WORK ORDER
Repeat exactly, and only, the lines of the entries below from the one with "Annotation task. Describe" through the one with "Convert the map", both ends included.

'''

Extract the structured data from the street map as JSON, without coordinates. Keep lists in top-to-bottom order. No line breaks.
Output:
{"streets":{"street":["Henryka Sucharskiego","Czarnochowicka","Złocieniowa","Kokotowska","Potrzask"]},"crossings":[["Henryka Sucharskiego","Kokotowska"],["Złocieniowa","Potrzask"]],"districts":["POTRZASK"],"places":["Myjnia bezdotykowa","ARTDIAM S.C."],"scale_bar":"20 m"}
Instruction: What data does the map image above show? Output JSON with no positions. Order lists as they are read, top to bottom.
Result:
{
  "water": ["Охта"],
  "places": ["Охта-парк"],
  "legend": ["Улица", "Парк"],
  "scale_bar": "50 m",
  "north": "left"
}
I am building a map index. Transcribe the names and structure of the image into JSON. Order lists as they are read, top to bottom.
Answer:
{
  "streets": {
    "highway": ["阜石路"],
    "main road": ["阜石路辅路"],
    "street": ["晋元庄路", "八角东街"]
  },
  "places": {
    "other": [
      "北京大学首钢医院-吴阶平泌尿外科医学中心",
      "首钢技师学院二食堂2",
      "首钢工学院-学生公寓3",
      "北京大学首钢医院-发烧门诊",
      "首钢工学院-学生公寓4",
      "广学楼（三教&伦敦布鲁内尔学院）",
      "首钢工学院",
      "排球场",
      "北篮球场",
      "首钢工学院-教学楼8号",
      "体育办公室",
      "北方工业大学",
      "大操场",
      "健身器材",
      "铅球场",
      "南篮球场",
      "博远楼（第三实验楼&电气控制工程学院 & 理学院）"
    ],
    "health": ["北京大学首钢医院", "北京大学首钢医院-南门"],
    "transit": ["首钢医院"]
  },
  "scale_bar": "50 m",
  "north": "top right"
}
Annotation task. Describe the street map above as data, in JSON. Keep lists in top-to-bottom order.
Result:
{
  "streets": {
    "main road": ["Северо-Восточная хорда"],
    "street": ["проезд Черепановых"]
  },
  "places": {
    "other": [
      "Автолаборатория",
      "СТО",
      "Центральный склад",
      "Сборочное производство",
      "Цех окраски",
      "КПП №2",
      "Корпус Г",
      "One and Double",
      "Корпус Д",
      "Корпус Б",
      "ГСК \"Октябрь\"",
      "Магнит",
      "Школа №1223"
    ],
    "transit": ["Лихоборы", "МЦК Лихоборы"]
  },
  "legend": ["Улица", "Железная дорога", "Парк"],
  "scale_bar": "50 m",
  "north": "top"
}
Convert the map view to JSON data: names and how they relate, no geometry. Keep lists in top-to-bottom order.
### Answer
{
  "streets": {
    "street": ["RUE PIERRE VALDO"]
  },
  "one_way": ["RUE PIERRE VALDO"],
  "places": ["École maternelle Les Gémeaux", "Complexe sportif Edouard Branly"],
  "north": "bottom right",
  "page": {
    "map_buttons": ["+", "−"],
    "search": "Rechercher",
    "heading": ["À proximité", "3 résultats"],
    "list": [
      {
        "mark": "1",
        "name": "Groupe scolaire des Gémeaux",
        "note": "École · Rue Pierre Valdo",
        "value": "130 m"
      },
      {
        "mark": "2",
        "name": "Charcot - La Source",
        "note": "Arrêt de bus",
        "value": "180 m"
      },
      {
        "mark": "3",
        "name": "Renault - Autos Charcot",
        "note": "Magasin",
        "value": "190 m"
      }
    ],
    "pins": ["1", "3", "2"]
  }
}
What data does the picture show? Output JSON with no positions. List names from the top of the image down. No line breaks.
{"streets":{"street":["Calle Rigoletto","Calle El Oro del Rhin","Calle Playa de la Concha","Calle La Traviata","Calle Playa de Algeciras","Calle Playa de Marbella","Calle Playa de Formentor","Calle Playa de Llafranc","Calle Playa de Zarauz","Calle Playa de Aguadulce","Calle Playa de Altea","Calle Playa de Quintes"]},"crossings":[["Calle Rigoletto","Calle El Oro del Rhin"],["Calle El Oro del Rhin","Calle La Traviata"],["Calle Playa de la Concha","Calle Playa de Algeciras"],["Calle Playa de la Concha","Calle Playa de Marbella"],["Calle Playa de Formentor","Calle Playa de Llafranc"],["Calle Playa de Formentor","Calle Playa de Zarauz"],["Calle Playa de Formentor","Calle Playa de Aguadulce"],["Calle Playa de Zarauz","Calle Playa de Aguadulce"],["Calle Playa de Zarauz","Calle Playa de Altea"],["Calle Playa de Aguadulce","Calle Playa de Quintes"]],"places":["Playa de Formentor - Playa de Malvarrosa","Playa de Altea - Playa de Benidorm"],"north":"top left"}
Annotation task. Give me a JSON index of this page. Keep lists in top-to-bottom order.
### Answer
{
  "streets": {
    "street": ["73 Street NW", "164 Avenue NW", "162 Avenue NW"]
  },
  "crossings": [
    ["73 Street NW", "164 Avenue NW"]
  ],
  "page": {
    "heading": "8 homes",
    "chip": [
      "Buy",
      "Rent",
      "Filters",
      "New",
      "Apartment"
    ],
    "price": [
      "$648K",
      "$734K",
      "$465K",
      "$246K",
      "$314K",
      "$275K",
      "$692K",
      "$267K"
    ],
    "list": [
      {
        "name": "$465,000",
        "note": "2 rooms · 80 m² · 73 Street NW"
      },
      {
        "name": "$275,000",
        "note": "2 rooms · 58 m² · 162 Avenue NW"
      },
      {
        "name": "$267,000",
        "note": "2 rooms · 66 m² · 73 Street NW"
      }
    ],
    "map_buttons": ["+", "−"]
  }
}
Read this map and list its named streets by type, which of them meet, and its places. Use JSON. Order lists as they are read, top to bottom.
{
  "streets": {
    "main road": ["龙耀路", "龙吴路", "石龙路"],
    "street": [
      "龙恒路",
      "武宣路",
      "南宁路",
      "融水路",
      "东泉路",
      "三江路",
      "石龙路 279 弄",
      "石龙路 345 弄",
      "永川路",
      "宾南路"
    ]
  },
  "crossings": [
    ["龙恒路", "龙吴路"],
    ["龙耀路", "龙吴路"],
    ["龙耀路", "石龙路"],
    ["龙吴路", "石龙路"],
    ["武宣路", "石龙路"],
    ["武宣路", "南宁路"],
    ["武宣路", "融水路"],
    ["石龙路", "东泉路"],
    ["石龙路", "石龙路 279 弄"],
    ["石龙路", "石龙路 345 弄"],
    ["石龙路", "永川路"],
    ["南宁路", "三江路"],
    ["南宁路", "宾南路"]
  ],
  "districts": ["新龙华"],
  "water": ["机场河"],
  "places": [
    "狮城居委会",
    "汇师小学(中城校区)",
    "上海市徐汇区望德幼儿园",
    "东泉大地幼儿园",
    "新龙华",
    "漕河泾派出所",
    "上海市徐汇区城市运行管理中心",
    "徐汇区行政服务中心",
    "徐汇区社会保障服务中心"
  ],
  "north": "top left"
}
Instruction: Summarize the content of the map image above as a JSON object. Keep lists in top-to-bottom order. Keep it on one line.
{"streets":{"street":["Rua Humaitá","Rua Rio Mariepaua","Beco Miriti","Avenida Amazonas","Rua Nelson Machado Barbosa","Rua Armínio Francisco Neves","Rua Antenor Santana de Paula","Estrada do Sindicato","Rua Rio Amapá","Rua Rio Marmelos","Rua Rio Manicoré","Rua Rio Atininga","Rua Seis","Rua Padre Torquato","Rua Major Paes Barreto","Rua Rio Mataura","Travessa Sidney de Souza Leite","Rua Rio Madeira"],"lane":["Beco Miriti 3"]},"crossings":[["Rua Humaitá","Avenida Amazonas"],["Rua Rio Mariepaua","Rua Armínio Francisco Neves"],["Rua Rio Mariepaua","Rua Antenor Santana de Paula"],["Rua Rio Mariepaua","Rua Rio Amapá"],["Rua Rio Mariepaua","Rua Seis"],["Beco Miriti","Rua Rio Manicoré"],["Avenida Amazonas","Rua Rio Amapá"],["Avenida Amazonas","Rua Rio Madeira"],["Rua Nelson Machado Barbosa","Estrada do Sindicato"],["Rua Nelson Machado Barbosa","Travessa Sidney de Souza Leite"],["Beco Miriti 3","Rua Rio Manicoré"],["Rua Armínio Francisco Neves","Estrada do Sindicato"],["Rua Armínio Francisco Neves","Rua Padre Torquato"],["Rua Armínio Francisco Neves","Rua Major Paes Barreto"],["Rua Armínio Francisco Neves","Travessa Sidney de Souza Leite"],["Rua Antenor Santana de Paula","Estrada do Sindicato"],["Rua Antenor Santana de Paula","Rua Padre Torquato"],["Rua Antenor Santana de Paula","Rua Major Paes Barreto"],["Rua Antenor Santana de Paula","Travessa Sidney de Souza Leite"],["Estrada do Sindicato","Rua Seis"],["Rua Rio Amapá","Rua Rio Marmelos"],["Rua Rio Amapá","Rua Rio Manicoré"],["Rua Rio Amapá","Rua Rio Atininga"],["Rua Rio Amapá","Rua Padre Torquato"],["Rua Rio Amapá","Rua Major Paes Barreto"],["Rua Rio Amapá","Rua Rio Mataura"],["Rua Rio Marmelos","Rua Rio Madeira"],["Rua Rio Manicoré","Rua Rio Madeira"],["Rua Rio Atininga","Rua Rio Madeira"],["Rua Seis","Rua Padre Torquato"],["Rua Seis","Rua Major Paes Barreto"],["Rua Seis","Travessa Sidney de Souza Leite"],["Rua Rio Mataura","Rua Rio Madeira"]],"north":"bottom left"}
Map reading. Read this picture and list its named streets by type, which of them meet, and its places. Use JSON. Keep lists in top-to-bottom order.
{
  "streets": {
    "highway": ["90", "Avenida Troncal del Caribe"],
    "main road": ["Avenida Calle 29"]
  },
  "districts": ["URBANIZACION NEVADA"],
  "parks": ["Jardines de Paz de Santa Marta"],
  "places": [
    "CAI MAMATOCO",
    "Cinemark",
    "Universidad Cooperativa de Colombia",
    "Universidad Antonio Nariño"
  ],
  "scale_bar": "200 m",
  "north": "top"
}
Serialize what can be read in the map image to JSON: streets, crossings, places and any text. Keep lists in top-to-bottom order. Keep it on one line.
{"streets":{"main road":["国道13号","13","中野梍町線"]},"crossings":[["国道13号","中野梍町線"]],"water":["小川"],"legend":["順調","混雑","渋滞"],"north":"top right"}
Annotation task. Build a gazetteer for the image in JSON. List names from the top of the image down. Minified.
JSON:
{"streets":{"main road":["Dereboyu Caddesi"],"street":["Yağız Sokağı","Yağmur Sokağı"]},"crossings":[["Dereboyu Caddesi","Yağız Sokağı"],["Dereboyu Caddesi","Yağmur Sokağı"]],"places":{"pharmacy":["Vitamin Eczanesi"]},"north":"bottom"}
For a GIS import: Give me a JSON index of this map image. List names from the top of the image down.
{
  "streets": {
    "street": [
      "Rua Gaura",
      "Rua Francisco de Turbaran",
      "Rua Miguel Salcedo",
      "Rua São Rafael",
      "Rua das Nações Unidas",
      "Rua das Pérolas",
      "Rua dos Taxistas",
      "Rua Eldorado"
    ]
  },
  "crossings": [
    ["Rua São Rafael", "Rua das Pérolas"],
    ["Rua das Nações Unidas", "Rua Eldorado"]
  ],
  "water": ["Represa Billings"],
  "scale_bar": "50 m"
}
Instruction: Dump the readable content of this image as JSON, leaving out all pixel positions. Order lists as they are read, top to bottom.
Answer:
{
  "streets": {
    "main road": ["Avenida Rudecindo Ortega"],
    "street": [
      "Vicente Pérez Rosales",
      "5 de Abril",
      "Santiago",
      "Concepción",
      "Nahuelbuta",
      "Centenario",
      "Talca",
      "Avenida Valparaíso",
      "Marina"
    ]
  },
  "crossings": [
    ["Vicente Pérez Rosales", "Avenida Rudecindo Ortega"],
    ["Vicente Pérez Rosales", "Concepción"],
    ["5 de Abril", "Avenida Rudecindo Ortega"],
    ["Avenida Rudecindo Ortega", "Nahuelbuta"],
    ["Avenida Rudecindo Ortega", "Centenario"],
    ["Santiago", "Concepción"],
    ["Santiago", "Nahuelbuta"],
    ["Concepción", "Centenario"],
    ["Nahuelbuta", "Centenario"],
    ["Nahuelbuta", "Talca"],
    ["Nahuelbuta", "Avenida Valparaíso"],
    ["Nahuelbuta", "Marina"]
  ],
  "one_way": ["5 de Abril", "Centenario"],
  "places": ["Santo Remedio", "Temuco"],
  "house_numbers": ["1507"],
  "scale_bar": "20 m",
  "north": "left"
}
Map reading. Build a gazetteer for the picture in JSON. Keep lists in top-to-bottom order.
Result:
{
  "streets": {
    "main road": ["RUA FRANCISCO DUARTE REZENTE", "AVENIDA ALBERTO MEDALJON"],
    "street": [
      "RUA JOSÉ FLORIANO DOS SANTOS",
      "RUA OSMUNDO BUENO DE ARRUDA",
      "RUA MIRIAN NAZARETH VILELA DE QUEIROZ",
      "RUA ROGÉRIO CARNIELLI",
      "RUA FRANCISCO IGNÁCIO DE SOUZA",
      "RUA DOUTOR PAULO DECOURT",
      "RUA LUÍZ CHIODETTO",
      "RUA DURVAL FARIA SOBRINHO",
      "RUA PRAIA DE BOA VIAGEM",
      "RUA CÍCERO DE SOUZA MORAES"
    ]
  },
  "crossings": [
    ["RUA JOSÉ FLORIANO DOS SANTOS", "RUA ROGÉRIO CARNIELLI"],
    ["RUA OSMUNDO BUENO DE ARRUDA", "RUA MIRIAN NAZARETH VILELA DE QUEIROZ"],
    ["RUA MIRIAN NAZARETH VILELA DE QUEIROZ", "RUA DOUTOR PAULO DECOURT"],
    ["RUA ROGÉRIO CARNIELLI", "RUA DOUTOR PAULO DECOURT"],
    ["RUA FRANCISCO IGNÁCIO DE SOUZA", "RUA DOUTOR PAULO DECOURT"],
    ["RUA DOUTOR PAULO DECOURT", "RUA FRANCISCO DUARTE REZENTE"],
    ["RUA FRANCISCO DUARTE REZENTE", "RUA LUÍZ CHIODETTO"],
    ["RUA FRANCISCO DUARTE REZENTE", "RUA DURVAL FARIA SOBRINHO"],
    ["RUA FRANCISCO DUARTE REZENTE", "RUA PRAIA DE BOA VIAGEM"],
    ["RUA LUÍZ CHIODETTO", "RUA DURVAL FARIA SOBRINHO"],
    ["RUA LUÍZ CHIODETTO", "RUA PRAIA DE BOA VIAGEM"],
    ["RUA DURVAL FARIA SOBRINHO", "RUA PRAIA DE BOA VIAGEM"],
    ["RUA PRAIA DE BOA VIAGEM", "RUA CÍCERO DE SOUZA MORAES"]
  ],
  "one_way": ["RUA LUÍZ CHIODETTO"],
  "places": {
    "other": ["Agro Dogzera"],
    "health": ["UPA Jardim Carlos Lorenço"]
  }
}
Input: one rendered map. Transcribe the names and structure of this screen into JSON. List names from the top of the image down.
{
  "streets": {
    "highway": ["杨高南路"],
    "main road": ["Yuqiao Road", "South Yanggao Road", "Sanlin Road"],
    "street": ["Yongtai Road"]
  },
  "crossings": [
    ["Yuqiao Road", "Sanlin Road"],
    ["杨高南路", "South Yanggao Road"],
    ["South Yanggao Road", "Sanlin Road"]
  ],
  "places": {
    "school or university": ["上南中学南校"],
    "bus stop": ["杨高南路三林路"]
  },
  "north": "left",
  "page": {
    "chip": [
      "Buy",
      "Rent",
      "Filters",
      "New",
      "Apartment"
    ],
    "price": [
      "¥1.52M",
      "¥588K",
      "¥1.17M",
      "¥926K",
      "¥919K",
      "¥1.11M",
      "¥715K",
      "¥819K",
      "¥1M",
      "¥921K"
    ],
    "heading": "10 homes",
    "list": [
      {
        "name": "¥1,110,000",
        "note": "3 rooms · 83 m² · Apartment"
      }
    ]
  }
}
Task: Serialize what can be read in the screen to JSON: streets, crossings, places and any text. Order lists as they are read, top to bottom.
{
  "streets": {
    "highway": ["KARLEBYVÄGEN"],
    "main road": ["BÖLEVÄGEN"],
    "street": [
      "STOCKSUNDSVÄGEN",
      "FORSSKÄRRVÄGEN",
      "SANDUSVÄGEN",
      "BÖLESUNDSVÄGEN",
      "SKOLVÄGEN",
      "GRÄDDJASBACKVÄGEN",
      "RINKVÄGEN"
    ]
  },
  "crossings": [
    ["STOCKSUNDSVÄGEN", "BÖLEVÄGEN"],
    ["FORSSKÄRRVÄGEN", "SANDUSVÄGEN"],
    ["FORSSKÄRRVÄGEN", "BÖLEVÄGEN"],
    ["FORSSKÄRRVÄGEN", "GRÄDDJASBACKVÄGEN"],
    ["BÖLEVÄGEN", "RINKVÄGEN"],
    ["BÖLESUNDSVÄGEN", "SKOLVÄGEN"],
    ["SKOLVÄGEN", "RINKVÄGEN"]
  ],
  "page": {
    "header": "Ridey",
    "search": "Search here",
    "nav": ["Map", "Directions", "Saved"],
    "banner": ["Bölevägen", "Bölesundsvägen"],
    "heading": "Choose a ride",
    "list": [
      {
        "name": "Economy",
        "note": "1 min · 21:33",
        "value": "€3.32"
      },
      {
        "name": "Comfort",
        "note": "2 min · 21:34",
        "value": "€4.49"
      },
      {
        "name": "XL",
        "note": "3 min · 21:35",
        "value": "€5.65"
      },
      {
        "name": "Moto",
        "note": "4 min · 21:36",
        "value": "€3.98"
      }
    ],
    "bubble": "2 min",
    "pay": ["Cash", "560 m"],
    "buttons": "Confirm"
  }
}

'''

YOUR RESPONSE
Annotation task. Describe the street map above as data, in JSON. Keep lists in top-to-bottom order.
Result:
{
  "streets": {
    "main road": ["Северо-Восточная хорда"],
    "street": ["проезд Черепановых"]
  },
  "places": {
    "other": [
      "Автолаборатория",
      "СТО",
      "Центральный склад",
      "Сборочное производство",
      "Цех окраски",
      "КПП №2",
      "Корпус Г",
      "One and Double",
      "Корпус Д",
      "Корпус Б",
      "ГСК \"Октябрь\"",
      "Магнит",
      "Школа №1223"
    ],
    "transit": ["Лихоборы", "МЦК Лихоборы"]
  },
  "legend": ["Улица", "Железная дорога", "Парк"],
  "scale_bar": "50 m",
  "north": "top"
}
Convert the map view to JSON data: names and how they relate, no geometry. Keep lists in top-to-bottom order.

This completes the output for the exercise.